__Input data__.
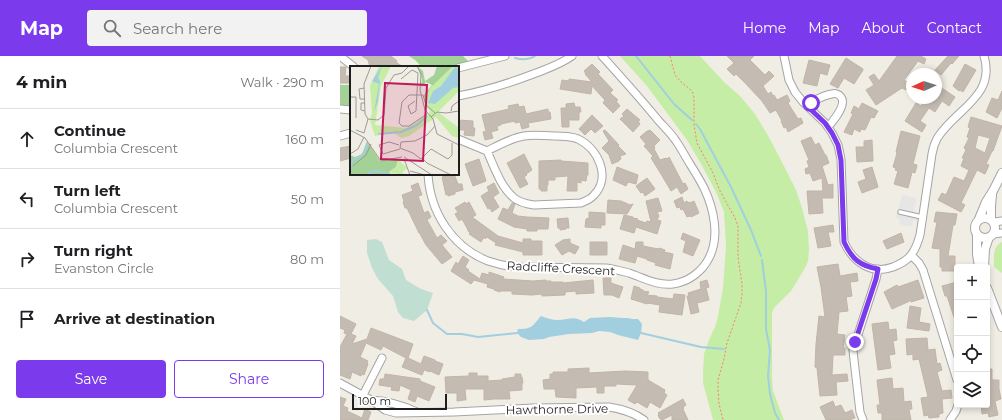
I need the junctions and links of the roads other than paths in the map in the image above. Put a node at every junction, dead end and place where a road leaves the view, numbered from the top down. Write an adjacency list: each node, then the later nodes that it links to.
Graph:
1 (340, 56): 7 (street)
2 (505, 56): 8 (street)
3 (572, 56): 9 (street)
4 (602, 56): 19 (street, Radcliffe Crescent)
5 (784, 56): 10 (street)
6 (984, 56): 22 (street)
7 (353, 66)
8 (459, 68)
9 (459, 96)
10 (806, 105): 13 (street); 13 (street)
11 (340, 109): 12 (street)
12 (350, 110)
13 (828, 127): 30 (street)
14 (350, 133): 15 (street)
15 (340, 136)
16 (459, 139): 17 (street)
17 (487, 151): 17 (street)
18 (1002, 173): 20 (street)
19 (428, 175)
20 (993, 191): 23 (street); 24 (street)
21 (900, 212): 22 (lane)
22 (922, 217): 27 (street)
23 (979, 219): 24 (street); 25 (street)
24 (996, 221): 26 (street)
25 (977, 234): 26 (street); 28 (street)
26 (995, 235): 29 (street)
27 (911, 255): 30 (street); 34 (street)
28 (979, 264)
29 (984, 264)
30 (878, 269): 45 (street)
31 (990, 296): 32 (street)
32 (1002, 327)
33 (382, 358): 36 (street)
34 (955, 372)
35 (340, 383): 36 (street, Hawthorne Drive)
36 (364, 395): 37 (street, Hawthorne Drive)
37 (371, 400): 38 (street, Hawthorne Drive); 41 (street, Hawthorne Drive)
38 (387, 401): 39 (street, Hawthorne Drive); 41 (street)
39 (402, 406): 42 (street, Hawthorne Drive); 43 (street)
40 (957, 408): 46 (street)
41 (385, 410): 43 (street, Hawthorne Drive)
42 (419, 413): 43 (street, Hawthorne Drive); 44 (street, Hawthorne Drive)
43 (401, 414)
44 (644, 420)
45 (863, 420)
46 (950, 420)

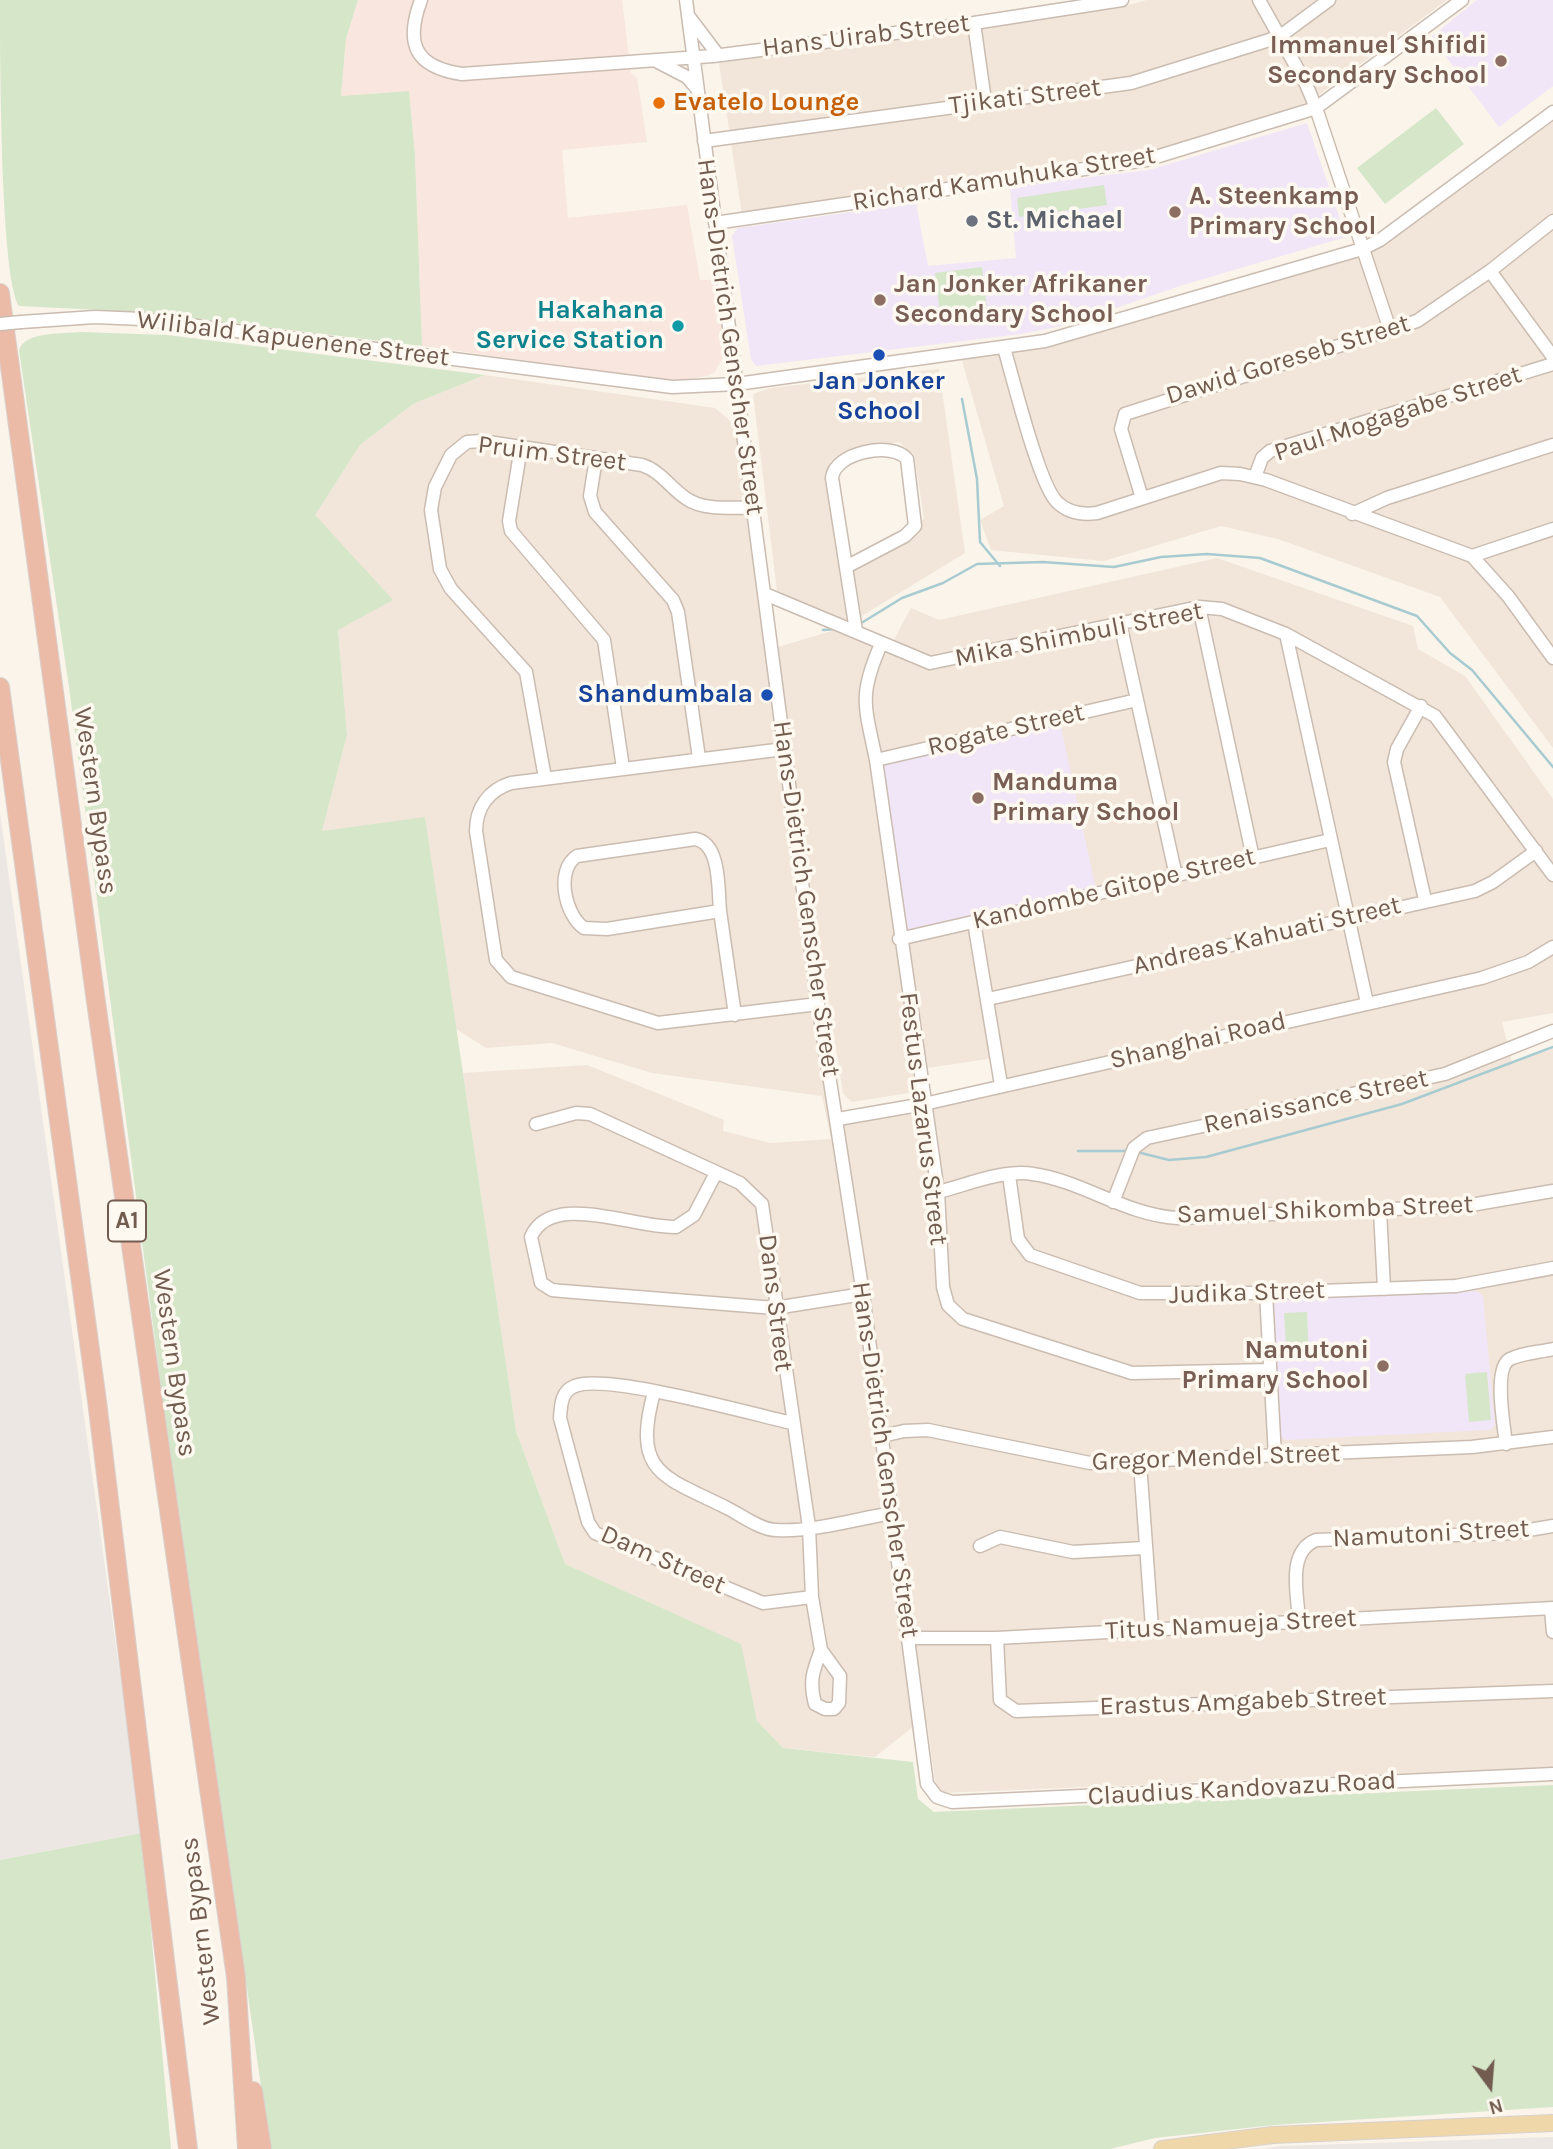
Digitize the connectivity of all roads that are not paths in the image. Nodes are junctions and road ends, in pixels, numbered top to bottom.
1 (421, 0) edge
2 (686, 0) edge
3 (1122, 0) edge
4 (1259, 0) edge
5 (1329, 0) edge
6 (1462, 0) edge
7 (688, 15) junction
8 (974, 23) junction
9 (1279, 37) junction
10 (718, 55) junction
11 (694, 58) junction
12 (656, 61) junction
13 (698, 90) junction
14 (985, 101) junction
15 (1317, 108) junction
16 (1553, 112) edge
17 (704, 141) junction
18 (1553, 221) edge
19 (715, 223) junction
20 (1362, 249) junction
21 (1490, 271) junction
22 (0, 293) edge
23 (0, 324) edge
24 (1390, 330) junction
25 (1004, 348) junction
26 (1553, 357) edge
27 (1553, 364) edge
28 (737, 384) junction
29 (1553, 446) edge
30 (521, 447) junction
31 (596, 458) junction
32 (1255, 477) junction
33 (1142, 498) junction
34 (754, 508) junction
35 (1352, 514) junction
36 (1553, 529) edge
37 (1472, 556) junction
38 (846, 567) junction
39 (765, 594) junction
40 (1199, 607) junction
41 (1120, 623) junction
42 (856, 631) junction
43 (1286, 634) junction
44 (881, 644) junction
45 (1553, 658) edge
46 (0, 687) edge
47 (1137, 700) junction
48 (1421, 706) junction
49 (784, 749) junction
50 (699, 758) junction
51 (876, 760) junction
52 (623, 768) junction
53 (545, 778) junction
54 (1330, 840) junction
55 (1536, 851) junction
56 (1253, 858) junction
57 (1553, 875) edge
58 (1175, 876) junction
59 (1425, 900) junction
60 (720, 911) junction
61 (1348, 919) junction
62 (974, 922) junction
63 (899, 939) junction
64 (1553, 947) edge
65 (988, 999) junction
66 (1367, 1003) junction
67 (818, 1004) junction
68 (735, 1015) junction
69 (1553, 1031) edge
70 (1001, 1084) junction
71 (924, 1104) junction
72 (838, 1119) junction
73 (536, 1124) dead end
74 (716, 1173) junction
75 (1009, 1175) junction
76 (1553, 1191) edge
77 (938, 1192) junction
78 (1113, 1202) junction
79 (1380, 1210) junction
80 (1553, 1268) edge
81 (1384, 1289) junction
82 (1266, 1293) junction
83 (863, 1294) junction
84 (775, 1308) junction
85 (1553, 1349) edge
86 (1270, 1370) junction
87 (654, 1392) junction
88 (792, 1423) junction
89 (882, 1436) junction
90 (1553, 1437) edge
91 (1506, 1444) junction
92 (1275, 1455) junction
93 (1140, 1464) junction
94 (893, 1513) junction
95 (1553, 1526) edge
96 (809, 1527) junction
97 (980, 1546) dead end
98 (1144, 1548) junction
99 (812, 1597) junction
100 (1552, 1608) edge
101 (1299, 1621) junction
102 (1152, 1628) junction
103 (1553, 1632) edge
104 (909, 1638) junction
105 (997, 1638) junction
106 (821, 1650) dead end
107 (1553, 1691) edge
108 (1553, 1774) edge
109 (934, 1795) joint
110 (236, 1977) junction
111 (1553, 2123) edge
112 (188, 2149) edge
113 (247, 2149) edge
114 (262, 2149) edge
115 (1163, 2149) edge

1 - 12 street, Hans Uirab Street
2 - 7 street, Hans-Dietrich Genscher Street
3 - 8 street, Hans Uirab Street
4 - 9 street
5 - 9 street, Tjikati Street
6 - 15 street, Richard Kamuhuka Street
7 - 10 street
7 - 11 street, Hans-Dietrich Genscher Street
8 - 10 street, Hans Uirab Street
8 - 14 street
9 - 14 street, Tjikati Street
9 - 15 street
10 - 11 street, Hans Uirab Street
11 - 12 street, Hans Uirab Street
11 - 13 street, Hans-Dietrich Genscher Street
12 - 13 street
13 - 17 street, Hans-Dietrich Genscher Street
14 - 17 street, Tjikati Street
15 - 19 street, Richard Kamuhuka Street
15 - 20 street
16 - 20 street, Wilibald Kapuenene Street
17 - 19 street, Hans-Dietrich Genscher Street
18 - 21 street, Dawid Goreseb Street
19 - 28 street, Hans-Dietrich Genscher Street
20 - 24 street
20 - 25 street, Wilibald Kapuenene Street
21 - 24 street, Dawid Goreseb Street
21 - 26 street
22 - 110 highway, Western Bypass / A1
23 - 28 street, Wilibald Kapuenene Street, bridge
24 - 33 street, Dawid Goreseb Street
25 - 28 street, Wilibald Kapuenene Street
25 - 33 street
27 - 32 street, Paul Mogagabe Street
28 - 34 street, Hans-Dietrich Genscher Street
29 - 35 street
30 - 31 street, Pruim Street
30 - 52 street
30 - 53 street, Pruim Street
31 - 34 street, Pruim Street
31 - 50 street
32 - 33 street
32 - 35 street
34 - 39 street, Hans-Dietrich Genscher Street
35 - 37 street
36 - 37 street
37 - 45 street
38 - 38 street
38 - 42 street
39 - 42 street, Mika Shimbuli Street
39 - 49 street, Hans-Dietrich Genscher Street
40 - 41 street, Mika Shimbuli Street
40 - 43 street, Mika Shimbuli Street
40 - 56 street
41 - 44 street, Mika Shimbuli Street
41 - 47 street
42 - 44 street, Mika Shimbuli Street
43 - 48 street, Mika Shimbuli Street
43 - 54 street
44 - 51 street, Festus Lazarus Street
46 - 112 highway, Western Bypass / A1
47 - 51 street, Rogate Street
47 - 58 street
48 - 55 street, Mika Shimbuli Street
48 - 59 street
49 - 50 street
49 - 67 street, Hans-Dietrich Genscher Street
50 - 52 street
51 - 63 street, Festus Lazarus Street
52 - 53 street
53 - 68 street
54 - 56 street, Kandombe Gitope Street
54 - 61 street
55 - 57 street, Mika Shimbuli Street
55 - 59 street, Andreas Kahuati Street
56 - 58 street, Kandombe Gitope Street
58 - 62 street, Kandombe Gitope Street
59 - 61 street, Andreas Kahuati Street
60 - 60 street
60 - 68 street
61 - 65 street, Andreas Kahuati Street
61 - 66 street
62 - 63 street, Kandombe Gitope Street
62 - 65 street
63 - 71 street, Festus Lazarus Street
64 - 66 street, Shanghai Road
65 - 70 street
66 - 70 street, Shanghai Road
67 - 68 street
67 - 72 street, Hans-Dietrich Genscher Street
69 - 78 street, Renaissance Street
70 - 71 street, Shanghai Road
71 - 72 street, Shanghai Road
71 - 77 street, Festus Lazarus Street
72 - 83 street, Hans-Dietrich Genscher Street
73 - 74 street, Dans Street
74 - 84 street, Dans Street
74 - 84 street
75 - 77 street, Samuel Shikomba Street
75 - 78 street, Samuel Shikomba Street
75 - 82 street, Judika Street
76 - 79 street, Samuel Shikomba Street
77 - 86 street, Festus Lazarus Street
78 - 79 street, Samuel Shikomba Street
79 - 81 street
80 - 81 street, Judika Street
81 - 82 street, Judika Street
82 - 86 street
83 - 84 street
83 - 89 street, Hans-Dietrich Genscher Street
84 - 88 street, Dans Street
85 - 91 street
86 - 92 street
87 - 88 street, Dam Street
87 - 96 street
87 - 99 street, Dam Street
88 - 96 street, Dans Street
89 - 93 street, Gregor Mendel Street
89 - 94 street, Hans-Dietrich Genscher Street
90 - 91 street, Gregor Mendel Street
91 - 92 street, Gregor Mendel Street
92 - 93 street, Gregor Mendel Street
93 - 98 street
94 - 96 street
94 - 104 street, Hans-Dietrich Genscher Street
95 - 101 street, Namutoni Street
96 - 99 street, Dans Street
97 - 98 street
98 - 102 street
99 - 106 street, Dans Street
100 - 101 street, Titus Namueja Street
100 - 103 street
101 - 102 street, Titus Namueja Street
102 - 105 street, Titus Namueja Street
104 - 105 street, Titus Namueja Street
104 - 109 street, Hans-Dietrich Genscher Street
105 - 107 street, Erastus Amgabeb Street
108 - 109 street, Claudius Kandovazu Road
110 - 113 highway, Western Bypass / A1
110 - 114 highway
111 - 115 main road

__How to complete this task__. Whenever the word "Titus" occurs in a line of the listing above, return that line.

__Solved exercise__.
100 - 101 street, Titus Namueja Street
101 - 102 street, Titus Namueja Street
102 - 105 street, Titus Namueja Street
104 - 105 street, Titus Namueja Street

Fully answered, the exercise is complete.